Los que llamamos medios hegemónicos, y sus fuerzas adicionales en las redes, sostienen la existencia de tres faltas: no hay plan, no hay gobierno y no hay Estado. Decretan una situación de vacío. Al mismo tiempo que los medios hegemónicos denuncian un intento de politización de la Justicia y del periodismo por parte del gobierno “kirchnerizado”, describen al resto del Estado como carente de políticas o de plan. Hay, al mismo tiempo, exceso y ausencia de política. Es como si la política estuviera mal distribuida: hay demasiada donde no debería haberla y no hay donde sí debería haberla. Paradójicamente, un gobierno que se propone distribuir los ingresos y la riqueza no acierta con la distribución de la política. Pone demasiada en un lugar y demasiada poca en otro. Demasiada en el área de Justicia y muy poca en el área de Seguridad, por ejemplo.

Pero, además, para esa lógica hegemónica, por un lado no hay plan, pero por el otro tampoco hay Estado. Así, esta línea de la oposición mediática y política lleva la discusión al territorio conceptual del oficialismo: le cuestionan la ineficacia o la incapacidad del Estado a un gobierno que reivindica al Estado. Es decir: los sectores que cuestionan la intervención del Estado cuestionan al gobierno por una deficiente intervención del Estado.

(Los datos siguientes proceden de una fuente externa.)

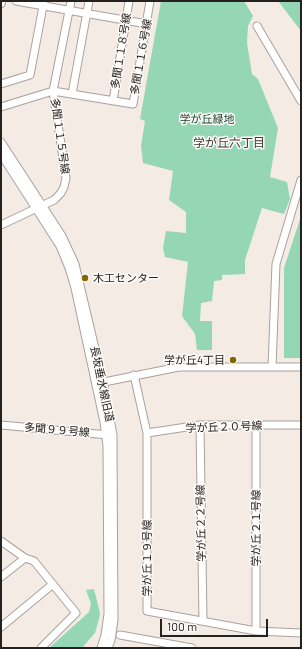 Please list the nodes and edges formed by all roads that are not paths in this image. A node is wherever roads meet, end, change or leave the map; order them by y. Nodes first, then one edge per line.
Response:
1 (16, 1) edge
2 (71, 1) edge
3 (89, 1) edge
4 (129, 1) edge
5 (150, 1) edge
6 (43, 3) edge
7 (69, 10) junction
8 (86, 13) junction
9 (126, 20) junction
10 (146, 24) junction
11 (257, 26) dead end
12 (1, 84) edge
13 (53, 91) junction
14 (72, 94) junction
15 (113, 101) junction
16 (301, 101) edge
17 (1, 107) edge
18 (1, 142) edge
19 (1, 154) edge
20 (301, 180) edge
21 (39, 208) junction
22 (1, 225) edge
23 (272, 367) junction
24 (301, 367) edge
25 (134, 375) junction
26 (99, 383) junction
27 (1, 425) edge
28 (256, 425) junction
29 (301, 425) edge
30 (200, 426) junction
31 (147, 433) junction
32 (109, 435) junction
33 (1, 541) edge
34 (25, 558) junction
35 (1, 577) edge
36 (53, 584) junction
37 (203, 621) junction
38 (1, 627) edge
39 (256, 631) junction
40 (301, 633) edge
41 (120, 635) dead end
42 (104, 647) edge
43 (41, 648) edge
44 (95, 648) edge
45 (192, 648) edge

1 - 6 street
2 - 7 street, 多聞１１５号線
3 - 8 street
4 - 9 street, 多聞１１８号線
5 - 10 street, 多聞１１６号線
6 - 7 street
6 - 12 street
7 - 8 street
7 - 13 street, 多聞１１５号線
8 - 9 street
8 - 14 street
9 - 10 street
9 - 15 street, 多聞１１８号線
10 - 15 street, 多聞１１６号線
11 - 16 street
13 - 14 street, 多聞１１６号線
13 - 17 street
13 - 21 street, 多聞１１５号線
14 - 15 street, 多聞１１６号線
18 - 21 street, 長坂垂水線旧道
19 - 21 street, 長坂垂水線旧道
20 - 23 street
21 - 22 street, 多聞１１５号線
21 - 26 street, 長坂垂水線旧道
23 - 24 street
23 - 25 street
25 - 26 street
25 - 31 street, 学が丘１９号線
26 - 32 street, 長坂垂水線旧道
27 - 32 street, 多聞９９号線
28 - 29 street, 学が丘２０号線
28 - 30 street, 学が丘２０号線
28 - 39 street, 学が丘２１号線
30 - 31 street, 学が丘２０号線
30 - 37 street, 学が丘２２号線
31 - 37 street, 学が丘１９号線
32 - 42 street, 長坂垂水線旧道
32 - 42 street, 長坂垂水線旧道
33 - 34 street
34 - 35 street
34 - 36 street
36 - 38 street
36 - 43 street
37 - 39 street, 学が丘１９号線
39 - 40 street, 学が丘１９号線
41 - 45 street
42 - 44 street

Los grandes medios, además, sostienen que hay un intercambio entre el mundo de la política y el mundo empresario que está, por ahora, bloqueado: es el de intercambio de confianza por tranquilidad. El sistema político debe darle confianza al sistema económico y este, entonces, le devolverá tranquilidad al sistema político. ¿Qué es lo que bloquea esa transacción? Una serie de medidas del gobierno contrarias a lo que piensan los empresarios. ¿Cómo se genera confianza con ese mundo empresario? Haciendo lo que ellos proponen. Ellos están dispuestos a ayudar a tranquilizar al sistema político si el sistema político se decide a implementar su proyecto de país. Por lo cual, el intercambio de confianza por tranquilidad es, en realidad, un intento de transfusión del modelo económico del gran empresariado al territorio gubernamental.

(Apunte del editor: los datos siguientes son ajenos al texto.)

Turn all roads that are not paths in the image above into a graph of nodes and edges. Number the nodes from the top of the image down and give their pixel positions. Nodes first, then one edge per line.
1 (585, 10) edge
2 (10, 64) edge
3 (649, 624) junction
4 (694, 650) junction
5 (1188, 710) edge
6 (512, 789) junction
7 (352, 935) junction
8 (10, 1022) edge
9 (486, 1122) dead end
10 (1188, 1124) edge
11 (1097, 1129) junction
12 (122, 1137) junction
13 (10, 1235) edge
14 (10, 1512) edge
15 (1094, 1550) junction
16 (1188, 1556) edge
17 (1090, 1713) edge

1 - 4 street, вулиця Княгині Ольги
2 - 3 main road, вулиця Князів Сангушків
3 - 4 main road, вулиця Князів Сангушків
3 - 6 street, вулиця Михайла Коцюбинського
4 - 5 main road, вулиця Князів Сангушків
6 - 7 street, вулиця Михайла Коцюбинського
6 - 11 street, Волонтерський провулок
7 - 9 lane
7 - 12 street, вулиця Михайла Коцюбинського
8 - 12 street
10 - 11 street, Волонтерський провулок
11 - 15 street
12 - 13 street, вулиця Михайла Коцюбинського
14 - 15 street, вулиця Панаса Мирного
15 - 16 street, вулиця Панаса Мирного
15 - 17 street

Para ello, han diseñado en la última semana un relato donde eliminan dos variables centrales de los análisis –la crisis producida por el macrismo en su gestión y la crisis producida por la pandemia–, de tal modo que el gobierno queda solo ante los indicadores críticos como el aumento de la pobreza y el aumento de la desocupación e implícitamente como responsable de ellos. Hay crisis y hay un gobierno sin plan, sin Estado y que no gobierna. Frente y contra este relato, es imprescindible que el gobierno anteponga un relato propio. Tiene las condiciones para hacerlo: no es que no tenga política, lo que no tiene es un relato que cree sentido y entusiasmo. No hay gobierno sin mito de gobierno. No hay gobierno sin una promesa de futuro. La construcción de un relato de gobierno es una política pública integral y no solo la intervención virtuosa del discurso presidencial en el escenario mediático.